Esnaf Konstantin Mironov uzak bir ilde yaşıyor. Çocukken, ailesi içti ve sık sık skandaldı. Aynı zamanda, annesi dindar bir kişiydi ve hac için bir manastıra gitti. Babam eksantrik olarak biliniyordu. Örneğin, kapılara açıldığında iğrenç bir şekilde ıslık çalan kapılara lastik toplarla tahta boynuzlar takılarak eğlendi.

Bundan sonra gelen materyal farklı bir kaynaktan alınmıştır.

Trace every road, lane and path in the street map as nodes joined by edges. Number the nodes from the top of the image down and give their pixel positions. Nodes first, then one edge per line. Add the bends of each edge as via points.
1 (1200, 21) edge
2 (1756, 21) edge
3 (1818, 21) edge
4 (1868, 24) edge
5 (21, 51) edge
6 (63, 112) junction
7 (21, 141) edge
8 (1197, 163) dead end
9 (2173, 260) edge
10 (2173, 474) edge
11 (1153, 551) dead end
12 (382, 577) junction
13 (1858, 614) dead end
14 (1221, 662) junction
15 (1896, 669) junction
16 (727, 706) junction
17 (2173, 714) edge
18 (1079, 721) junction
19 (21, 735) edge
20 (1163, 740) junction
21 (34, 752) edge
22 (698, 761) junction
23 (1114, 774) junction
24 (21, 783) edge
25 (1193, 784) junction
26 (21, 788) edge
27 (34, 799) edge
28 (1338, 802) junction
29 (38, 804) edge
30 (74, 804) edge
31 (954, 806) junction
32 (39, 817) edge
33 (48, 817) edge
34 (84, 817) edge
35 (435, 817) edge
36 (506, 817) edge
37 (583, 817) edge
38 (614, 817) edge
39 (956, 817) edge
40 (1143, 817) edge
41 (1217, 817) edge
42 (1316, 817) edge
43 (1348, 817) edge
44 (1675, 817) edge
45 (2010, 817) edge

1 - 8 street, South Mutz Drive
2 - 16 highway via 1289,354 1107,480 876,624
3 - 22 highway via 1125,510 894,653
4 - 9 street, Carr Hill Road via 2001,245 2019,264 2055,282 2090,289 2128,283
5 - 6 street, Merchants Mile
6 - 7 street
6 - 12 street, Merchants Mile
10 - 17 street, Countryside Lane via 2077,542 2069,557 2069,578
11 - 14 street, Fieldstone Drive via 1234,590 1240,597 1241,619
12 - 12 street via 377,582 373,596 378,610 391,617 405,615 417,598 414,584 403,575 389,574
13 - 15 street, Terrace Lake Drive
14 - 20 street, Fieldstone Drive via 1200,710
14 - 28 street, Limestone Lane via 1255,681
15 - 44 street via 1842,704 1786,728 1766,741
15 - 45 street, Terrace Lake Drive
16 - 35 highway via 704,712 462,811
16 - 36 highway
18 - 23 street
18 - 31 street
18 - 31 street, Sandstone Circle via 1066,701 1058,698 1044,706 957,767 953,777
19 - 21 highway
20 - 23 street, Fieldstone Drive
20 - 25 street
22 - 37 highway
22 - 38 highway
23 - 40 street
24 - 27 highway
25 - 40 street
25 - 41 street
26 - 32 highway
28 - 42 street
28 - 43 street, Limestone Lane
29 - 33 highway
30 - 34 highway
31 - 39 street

Genel olarak, baba hayatın can sıkıntısını farklı seslerle “boğmaya” çalıştı: ya bir zamanlar annesinin kalplerinde kırdığı bir müzik kutusunu dinledi, sonra eve bir eksen getirdi, ekseni etrafında dönen bir “açık kahverengi” oynadı ... babasını tabancayla vuran patronu. "Vay canına, seni öldürmedi!" - sık sık anneden babasına bağırırdı.
Konstantin Mironov aynı zamanda eksantrik ve vizyonerdir. Paris'e gitmeyi hayal ediyor. Hiç yurtdışında olmamıştı ve bu nedenle Paris'i her şeyin kesinlikle mavi olduğu bir şehir olarak hayal ediyor: gökyüzü ve insanlar ve evler. Paris rüyası ve onun “mavi hayatı” bir il kentinin can sıkıntısını aydınlatır, aynı zamanda Mironov'un gerçeklikle bağlantısını da bozar. İnsanlar onun içinde garip bir şey fark etmeye başlarlar ve ondan kaçarlar.
Mironov hayalini en azından kısmen gerçekleştirmek için evini mavi boyamaya karar verdiğinde, ilk delilik belirtileri kendilerini hissettirir. Ev garip bir kişi tarafından boyanmış - biraz sıkıcı bir il özelliği gibi olan Marangoz. Mavi boya yerine mavi kullanır ve sonuç korkunçtur, özellikle sarı boyaya sahip ressam cepheye uzaktan bir balığa benzeyen bir yaratık çizdiği için. Kentin kasaba halkı bunu kendileri için bir meydan okuma olarak algılıyor, çünkü kimse evlerini benzer bir renkte boyamıyor.
Aynı zamanda, Mironov şehirde saygı duyulan bir adamın kızı Lisa Rozanova'ya aşık oluyor. Ama yine aşkının nesnesini “icat ediyor”: Lisa sıradan bir burjuva, Mironov'un romantik hayallerini anlamıyor.
Sonunda, Mironov deliriyor. Yerel bir doktor tarafından tedavi edilir ve Mironov, orta derecede iş gibi, orta derecede açgözlü, vb.Gibi sıradan bir ciltçi olur.